Re: Characters consisting of vertical lines; Possible attempts to encode tally marks

From: Asmus Freytag (asmusf@ix.netcom.com)
Date: Wed Feb 28 2007 - 10:33:18 CST

  • Next message: Asmus Freytag: "Re: Characters consisting of vertical lines; Possible attempts to encode tally marks"

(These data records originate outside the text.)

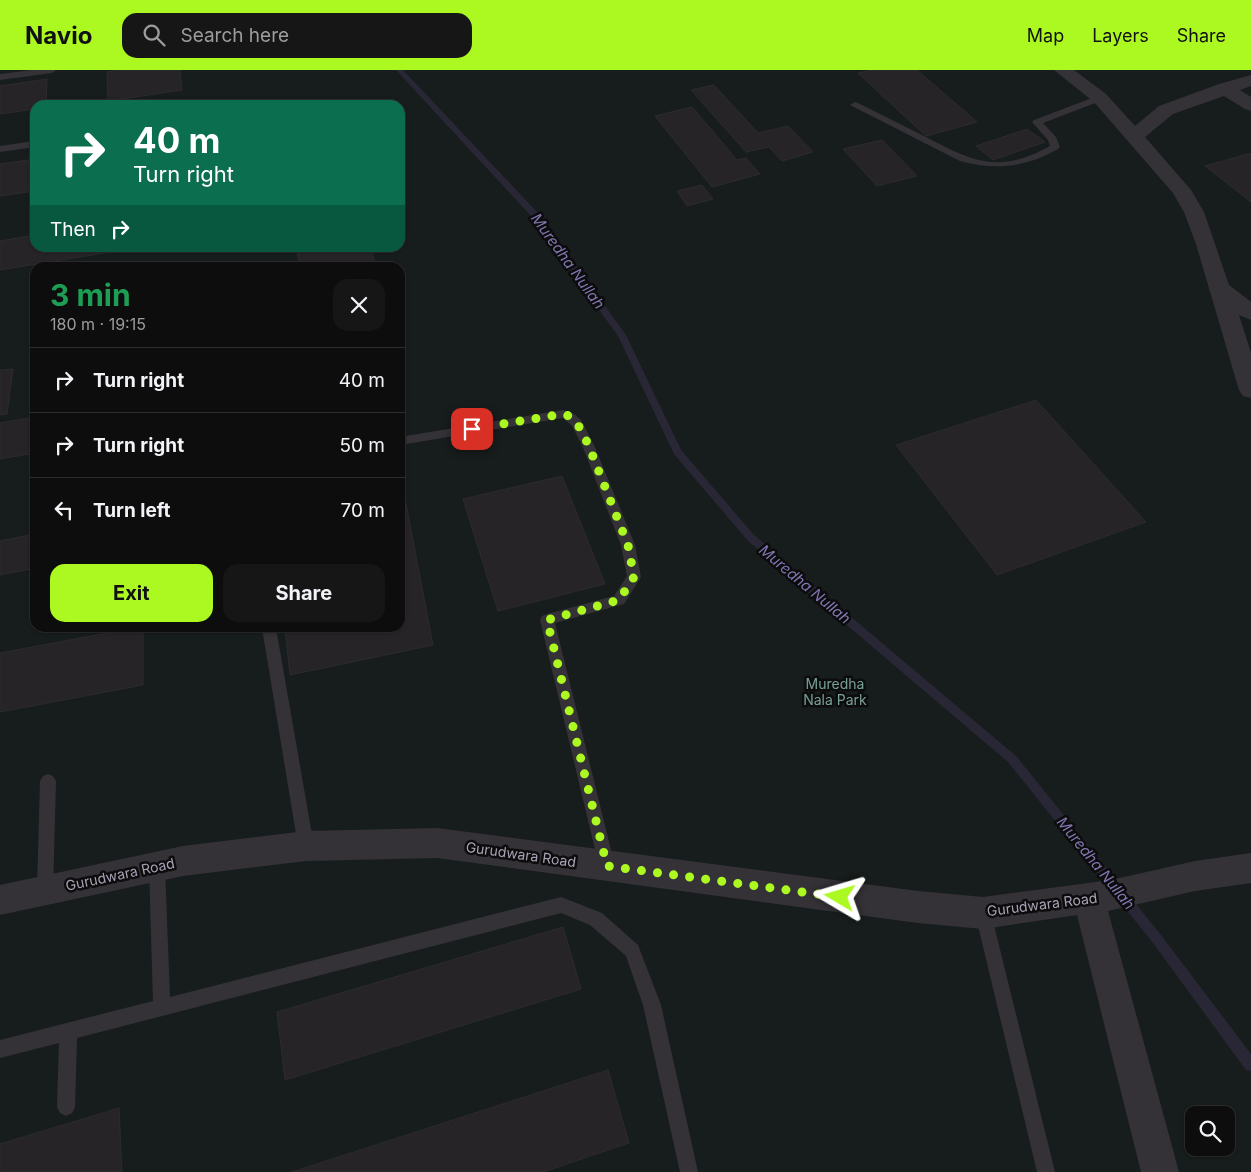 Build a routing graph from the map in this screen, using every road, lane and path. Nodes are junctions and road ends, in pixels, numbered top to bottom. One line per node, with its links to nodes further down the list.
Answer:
1 (52, 70): 3 (lane)
2 (1063, 70): 6 (street)
3 (0, 77)
4 (1251, 80): 5 (street)
5 (1225, 88): 8 (street); 9 (street)
6 (1105, 104): 7 (lane); 9 (street); 10 (street)
7 (855, 105)
8 (1251, 105)
9 (1166, 110): 10 (street)
10 (1134, 137): 13 (street)
11 (30, 145): 12 (lane)
12 (0, 148)
13 (1218, 287): 14 (street); 15 (street)
14 (1251, 313)
15 (1251, 390)
16 (405, 440): 20 (lane)
17 (270, 632): 19 (lane)
18 (48, 781): 23 (lane)
19 (306, 846): 20 (street, Gurudwara Road); 21 (street, Gurudwara Road)
20 (607, 866): 26 (street, Gurudwara Road)
21 (157, 867): 23 (street, Gurudwara Road); 27 (lane)
22 (1251, 868): 24 (street, Gurudwara Road)
23 (45, 890): 25 (street, Gurudwara Road)
24 (1100, 897): 26 (street, Gurudwara Road); 33 (street)
25 (0, 900)
26 (983, 913): 32 (lane)
27 (162, 1007): 28 (lane); 31 (lane)
28 (68, 1031): 29 (lane); 30 (lane)
29 (0, 1049)
30 (66, 1108)
31 (689, 1172)
32 (1046, 1172)
33 (1160, 1172)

    On 2/27/2007 4:32 PM, Karl Pentzlin wrote:
    > 1.) There are at least three series of characters consisting of one or
    > more vertical line sequences in Unicode (besides script specific
    > characters like Latin click letters or dandas):
    > a.) U+007C VERTICAL LINE (1 line)
    > U+2016 DOUBLE VERTICAL LINE (2 lines)
    > U+2AFC LARGE TRIPLE VERTICAL BAR OPERATOR (3 lines)
    > b.) U+2223 DIVIDES (1 line)
    > U+2225 PARALLEL TO (2 lines)
    > U+2AF4 TRIPLE VERTICAL BAR DELIMITER (3 lines)
    > c.) U+1D369...1D36D COUNTING ROD TENS DIGIT ONE ... FIVE (1 ... 5
    > lines)
    >
    > Of these, the characters of series c. are clearly intended to have
    > the same height, line thickness and distance between the lines.
    >
    barbara beeton from the American Mathematical Society (AMS) pointed out
    offline that item 1 has got the wrong distribution for a and b.
    > here's what it ought to be:
    >
    > a.) U+007C VERTICAL LINE (1 line)
    > U+2016 DOUBLE VERTICAL LINE (2 lines)
    > U+2AF4 TRIPLE VERTICAL BAR DELIMITER (3 lines)
    > b.) U+2223 DIVIDES (1 line)
    > U+2225 PARALLEL TO (2 lines)
    > U+2AFC LARGE TRIPLE VERTICAL BAR OPERATOR (3 lines)
    >
    > the items in a are used for delimiters or
    > fenceposts, as in
    > |x|, ||x||, |||x||| or < a | b >
    > in mathematical layout they increase in size as the
    > expression gets taller.
    >
    > the items in b are operators, always between
    > two elements, as in
    > x | y, x || y, or x ||| y
    > actually, they too should be able to get
    > taller if the elements they're between happen
    > to be something like fractions, but the meaning
    > and spacing are quite different from the others
    Jon Hanna replied to the list
    > f. "divide divide divide" does not mean 3.
    >
    Couldn't agree more. He continues:
    > tallies are either a dynamic way to keep a tally and as such cannot be
    > meaningfully used in static text, or are used stylistically as glyph
    > variants of the numbers 1 through 5 which are already encoded at
    > U+0031 through U+0035. Hence we don't need to encode them.
    The model used in Unicode for the character-glyph relation for digits is
    not a good precedent, although it is somewhat complicated in itself.
    Variations in digit shapes that are typical for a script difference are
    encoded separately, while in-script (e.g. regional) variations are not
    always encoded separately. I don't think that the argument that these
    are digits is particularly appealing, actually.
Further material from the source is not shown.